Thursday, May 29, 2014

We Are Now In Command of the ISEE-3 Spacecraft

Hooray for the nerds who made contact with a NASA probe that has survived well beyond its planned mission!
The International Sun-Earth Explorer (ISEE-3) is a spacecraft that was launched in 1978 to study Earth's magnetosphere and repurposed in 1983 to study two comets. Since 1983 the ICEE-3 probe has been traveling in a heliocentric orbit slightly faster than Earth and it will return close to Earth in August.  NASA has insufficient funding to communicate with ICEE-3 and therefore gave a private project team permission to communicate and control the probe.
Donations helped fund the project and the Arecibo Observatory in Puerto Rico was updated with a Software Defined Radio and a custom-made amplifier. Today the team was successful in communicating with the probe and they believe that they can order the probe to burn a thruster and move into orbit near earth until it can later be directed to observe a comet.

Source: Space College

By Keith Cowing on May 29, 2014 4:07 PM

The ISEE-3 Reboot Project is pleased to announce that our team has established two-way communication with the ISEE-3 spacecraft and has begun commanding it to perform specific functions. Over the coming days and weeks our team will make an assessment of the spacecraft's overall health and refine the techniques required to fire its engines and bring it back to an orbit near Earth.

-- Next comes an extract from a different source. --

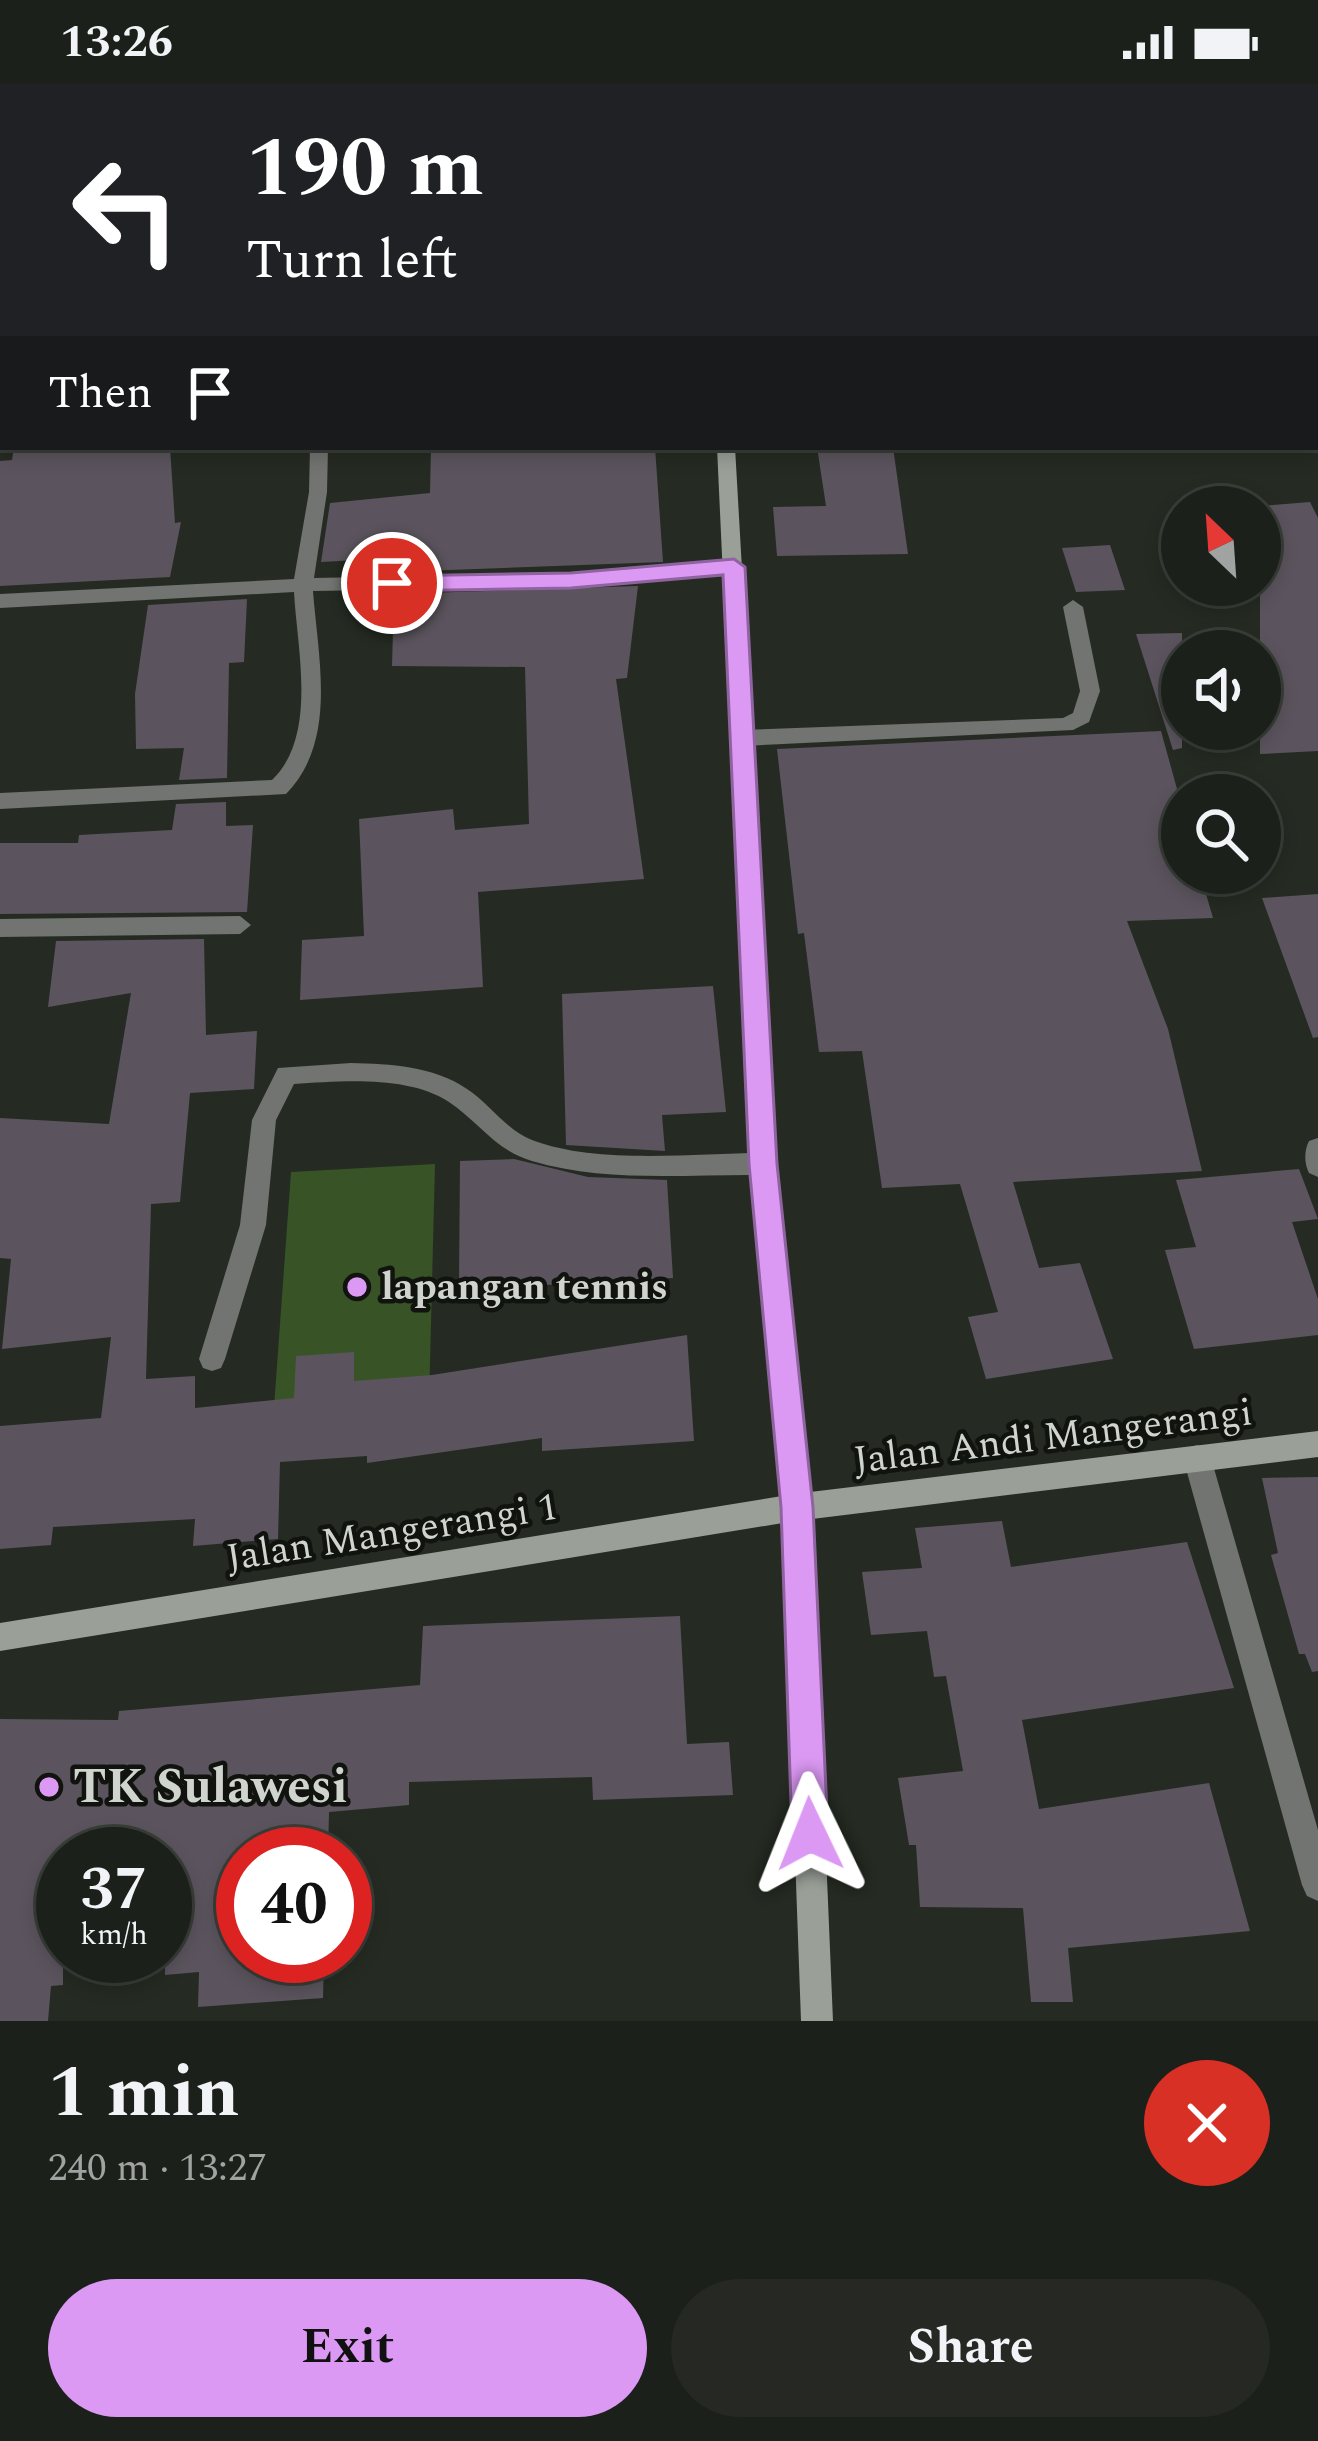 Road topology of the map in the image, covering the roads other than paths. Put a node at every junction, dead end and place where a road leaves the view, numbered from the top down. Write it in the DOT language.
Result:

First Contact with ISEE-3 was achieved at the Arecibo Radio Observatory in Puerto Rico. We would not have been able to achieve this effort without the gracious assistance provided by the entire staff at Arecibo. In addition to the staff at Arecibo, our team included simultaneous listening and analysis support by AMSAT-DL at the Bochum Observatory in Germany, the Space Science Center at Morehead State University in Kentucky, and the SETI Institute's Allen Telescope Array in California.

Of course this effort would not have been possible without the assistance of NASA and the Space Act Agreement crafted by NASA Headquarters, NASA Ames Research center, and the System Solar System Exploration Research Virtual Institute (SSERVI).